Item 3.  Incorporation of Documents by Reference

         The following documents are incorporated by reference in this
registration statement:

(a)      General Form For Registration of Securities of Small Business Issuer on
         Form 10-SB and all Exhibits thereto filed pursuant to Section 12 (g) of
         the Exchanges Act of 1934, as amended (the "1934 Act").

(b)      Registrant's Annual Report on Form 10-KSB and all Exhibits thereto for
         the fiscal years ended December 31, 1998 and December 31, 1999, filed
         pursuant to Section 15(d) of the 1934 Act.

(c)      Registrant's quarterly reports on Forms 10-QSB for the fiscal quarters
         ended September 30, 1998, March 31, 1999, June 30, 1999 and September
         30, 1999 filed pursuant to Section 15(d) of the 1934 Act.

(d)      Registrant's Current Reports on Form 8-K dated October 28, 1999 and
         filed with the Commission on November 15, 1999 and dated April 25, 2000
         and filed with the Commission on April 26, 2000.

         All documents filed by the Registrant pursuant to Section 13(a), 13(c),
14, and 15(d) of the 1933 Act and Sections 13(a), 13(c), and 14 of the 1934 Act
after the date of this registration statement and prior to the filing of a
post-effective amendment to this registration statement which indicates that all
securities offered hereunder have been sold, or which registers all securities


                                       16
<PAGE>

then remaining unsold under this registration statement, shall be deemed to be
incorporated by reference in this registration statement and to be a part hereof
from the date of filing of such documents.

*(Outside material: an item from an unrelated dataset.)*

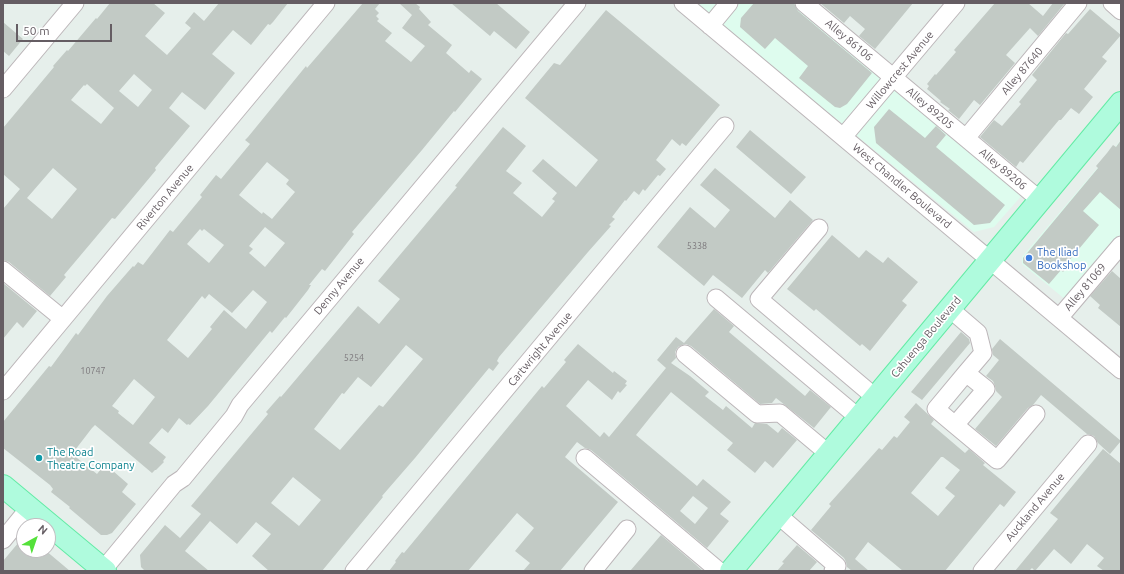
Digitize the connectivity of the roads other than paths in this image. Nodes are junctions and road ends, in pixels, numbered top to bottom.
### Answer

Item 4.  Description of Securities

         The authorized capital stock of the Company consists of twenty five
million (25,000,000) shares of common stock, par value $.001 per share. As at
March 15, 2000 there were twenty four million five hundred seventy eight
thousand two hundred and ninety five (24,578,295) shares of Common Stock issued
and outstanding. All shares of stock may be issued for such consideration and
have full voting powers. The number of shares of stock of any class or series
within any class, so set forth in such resolution or resolutions may be
increased (but not above the total number of authorized shares) or decreased
(but not below the number of shares thereof then outstanding) by further
resolution or resolution adopted by the Company's board of directors pursuant to
authority vested in the Company's Certificate of Incorporation. There is
presently pending an amendment to the Articles of Incorporation authorized by a
majority of the shareholders and a resolution of the Board of Directors to
increase the number of shares from 25,000,000 to 50,000,000 shares of common
stock par value $.001 per share.

         The Company's Board of Directors may determine the times when, the term
under which and the consideration for which the Company shall issue, dispose of
or receive subscriptions for its shares, including treasury shares, or acquire
its own shares. The consideration from the issuance of the shares shall be paid
in full before their issuance and shall not be less than the par value per
share. Upon payment of such consideration, such shares shall be deemed to be
fully paid and nonassessable by the Company.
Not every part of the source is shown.